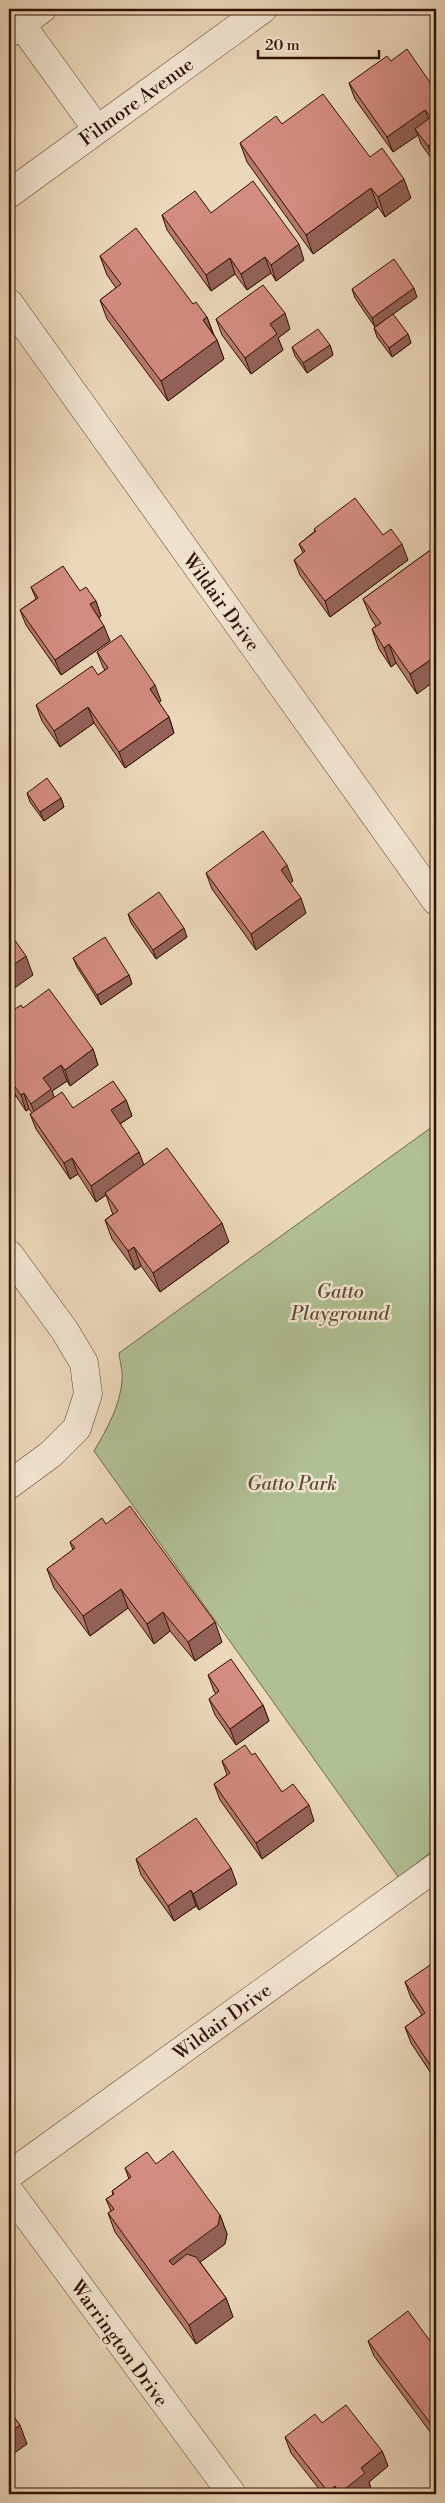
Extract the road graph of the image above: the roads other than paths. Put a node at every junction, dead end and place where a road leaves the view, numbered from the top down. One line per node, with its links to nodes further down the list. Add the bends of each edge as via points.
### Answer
1 (262, 9): 3 (street, Filmore Avenue)
2 (20, 19): 3 (street)
3 (97, 129): 4 (street, Filmore Avenue)
4 (9, 194)
5 (9, 303): 6 (street, Wildair Drive)
6 (436, 901)
7 (9, 1254): 8 (street, via 65,1330 84,1363 88,1394 78,1428 51,1454)
8 (9, 1485)
9 (436, 1867): 10 (street, Wildair Drive)
10 (9, 2175)
11 (9, 2191): 12 (street, Warrington Drive)
12 (232, 2494)

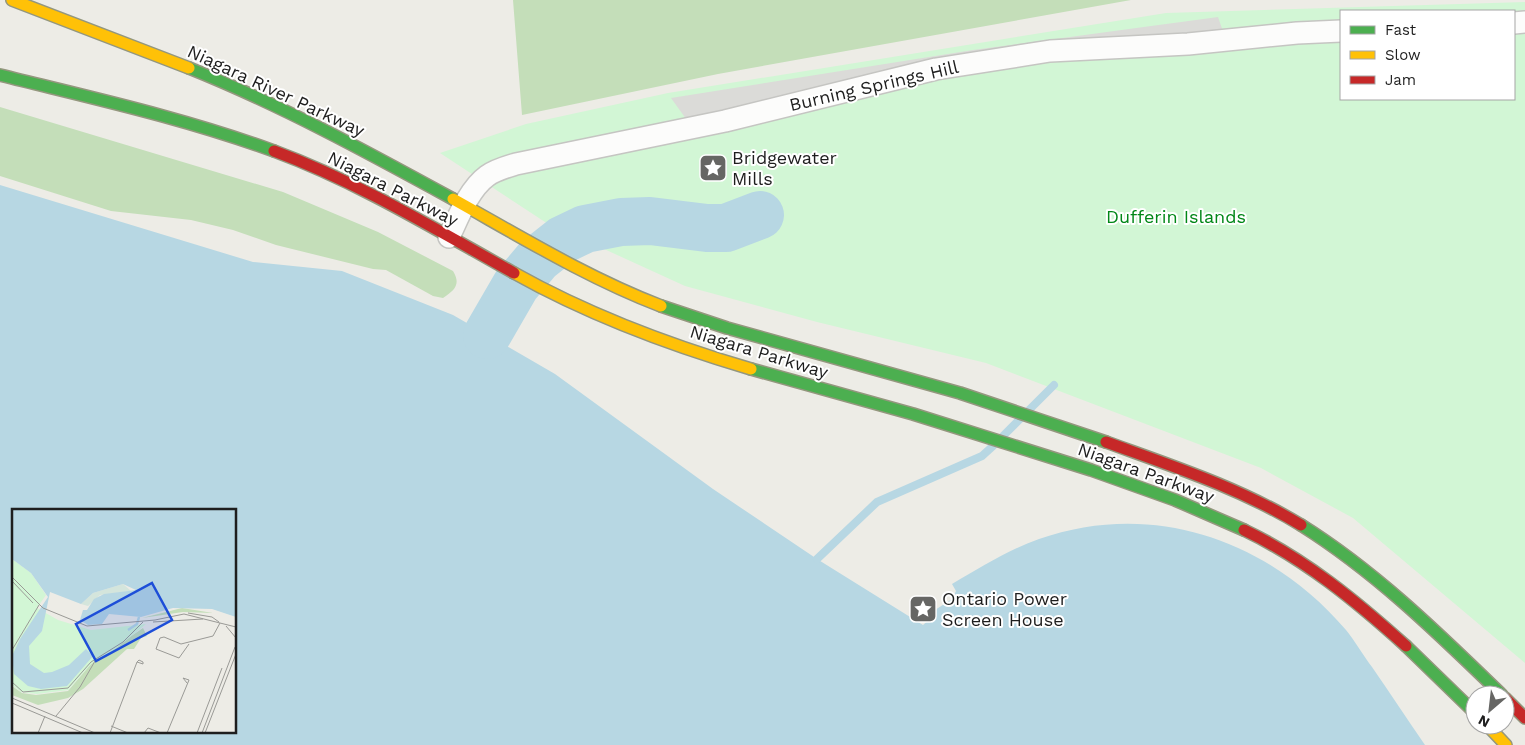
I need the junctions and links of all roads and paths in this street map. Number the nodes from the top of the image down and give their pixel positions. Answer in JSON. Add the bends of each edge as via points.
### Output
{"nodes":[{"id":1,"x":12,"y":0,"type":"edge"},
{"id":2,"x":1340,"y":31,"type":"edge"},
{"id":3,"x":0,"y":75,"type":"edge"},
{"id":4,"x":464,"y":206,"type":"junction"},
{"id":5,"x":515,"y":235,"type":"joint"},
{"id":6,"x":449,"y":237,"type":"junction"},
{"id":7,"x":1492,"y":685,"type":"edge"},
{"id":8,"x":1465,"y":703,"type":"edge"},
{"id":9,"x":1515,"y":708,"type":"edge"},
{"id":10,"x":1525,"y":718,"type":"edge"},
{"id":11,"x":1496,"y":735,"type":"edge"},
{"id":12,"x":1506,"y":745,"type":"edge"}],
"edges":[{"from":1,"to":4,"type":"main road","name":"Niagara River Parkway","via":[[254,96],[311,123]]},
{"from":2,"to":4,"type":"street","name":"Burning Springs Hill","via":[[1297,32],[1188,44],[1050,51],[936,69],[725,122],[516,164],[497,170],[477,184]]},
{"from":3,"to":6,"type":"main road","name":"Niagara Parkway","via":[[179,120],[265,146],[360,188]]},
{"from":4,"to":5,"type":"main road","name":"Niagara River Parkway"},
{"from":4,"to":6,"type":"street","name":"Burning Springs Hill"},
{"from":5,"to":7,"type":"main road","name":"Niagara Parkway","via":[[608,283],[691,316],[976,398],[1234,490],[1292,520],[1350,558],[1415,612]]},
{"from":6,"to":8,"type":"main road","name":"Niagara Parkway","via":[[591,313],[647,336],[961,428],[1098,472],[1251,532],[1323,576],[1380,621]]},
{"from":9,"to":10,"type":"main road"},
{"from":11,"to":12,"type":"main road"}]}
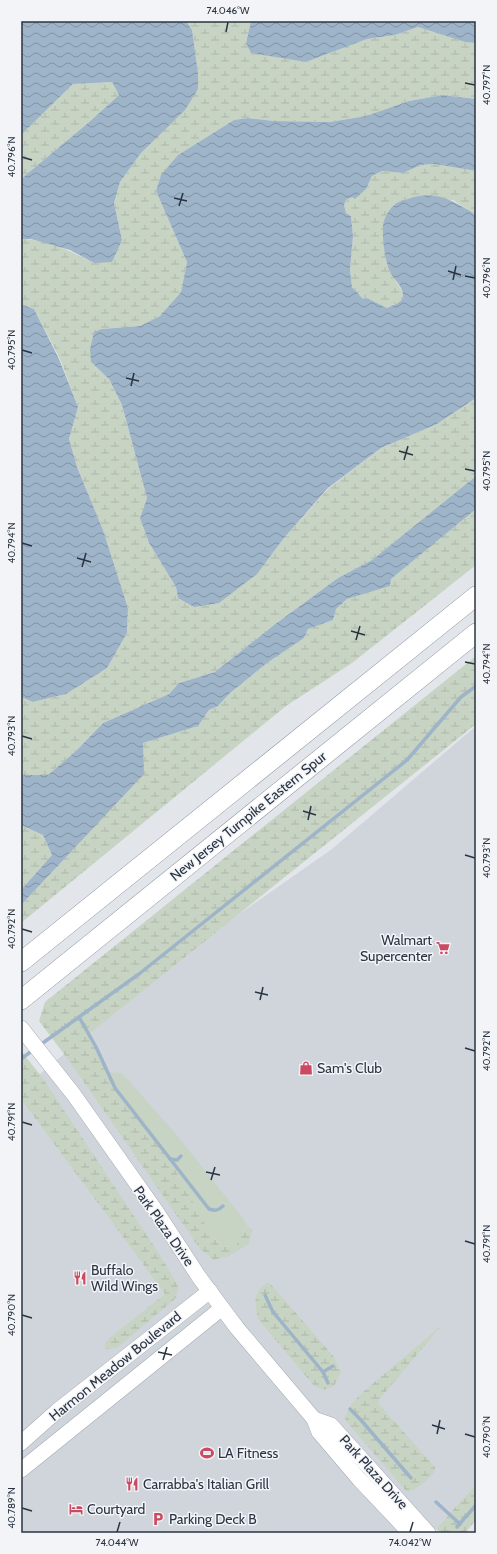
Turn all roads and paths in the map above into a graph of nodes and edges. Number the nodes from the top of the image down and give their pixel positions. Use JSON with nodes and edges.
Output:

## Assignment
Every line above should be repeated exactly; pictures stay out of the copy.

## Answer box
Extract the road graph of the image above: the roads other than paths. Put a node at every junction, dead end and place where a road leaves the view, numbered from the top down. One line per node, with its links to nodes further down the list. Add the bends of each edge as via points.
### Answer
1 (262, 9): 3 (street, Filmore Avenue)
2 (20, 19): 3 (street)
3 (97, 129): 4 (street, Filmore Avenue)
4 (9, 194)
5 (9, 303): 6 (street, Wildair Drive)
6 (436, 901)
7 (9, 1254): 8 (street, via 65,1330 84,1363 88,1394 78,1428 51,1454)
8 (9, 1485)
9 (436, 1867): 10 (street, Wildair Drive)
10 (9, 2175)
11 (9, 2191): 12 (street, Warrington Drive)
12 (232, 2494)

I need the junctions and links of all roads and paths in this street map. Number the nodes from the top of the image down and give their pixel positions. Answer in JSON. Add the bends of each edge as via points.
### Output
{"nodes":[{"id":1,"x":12,"y":0,"type":"edge"},
{"id":2,"x":1340,"y":31,"type":"edge"},
{"id":3,"x":0,"y":75,"type":"edge"},
{"id":4,"x":464,"y":206,"type":"junction"},
{"id":5,"x":515,"y":235,"type":"joint"},
{"id":6,"x":449,"y":237,"type":"junction"},
{"id":7,"x":1492,"y":685,"type":"edge"},
{"id":8,"x":1465,"y":703,"type":"edge"},
{"id":9,"x":1515,"y":708,"type":"edge"},
{"id":10,"x":1525,"y":718,"type":"edge"},
{"id":11,"x":1496,"y":735,"type":"edge"},
{"id":12,"x":1506,"y":745,"type":"edge"}],
"edges":[{"from":1,"to":4,"type":"main road","name":"Niagara River Parkway","via":[[254,96],[311,123]]},
{"from":2,"to":4,"type":"street","name":"Burning Springs Hill","via":[[1297,32],[1188,44],[1050,51],[936,69],[725,122],[516,164],[497,170],[477,184]]},
{"from":3,"to":6,"type":"main road","name":"Niagara Parkway","via":[[179,120],[265,146],[360,188]]},
{"from":4,"to":5,"type":"main road","name":"Niagara River Parkway"},
{"from":4,"to":6,"type":"street","name":"Burning Springs Hill"},
{"from":5,"to":7,"type":"main road","name":"Niagara Parkway","via":[[608,283],[691,316],[976,398],[1234,490],[1292,520],[1350,558],[1415,612]]},
{"from":6,"to":8,"type":"main road","name":"Niagara Parkway","via":[[591,313],[647,336],[961,428],[1098,472],[1251,532],[1323,576],[1380,621]]},
{"from":9,"to":10,"type":"main road"},
{"from":11,"to":12,"type":"main road"}]}
Turn all roads and paths in the map above into a graph of nodes and edges. Number the nodes from the top of the image down and give their pixel positions. Use JSON with nodes and edges.
Output:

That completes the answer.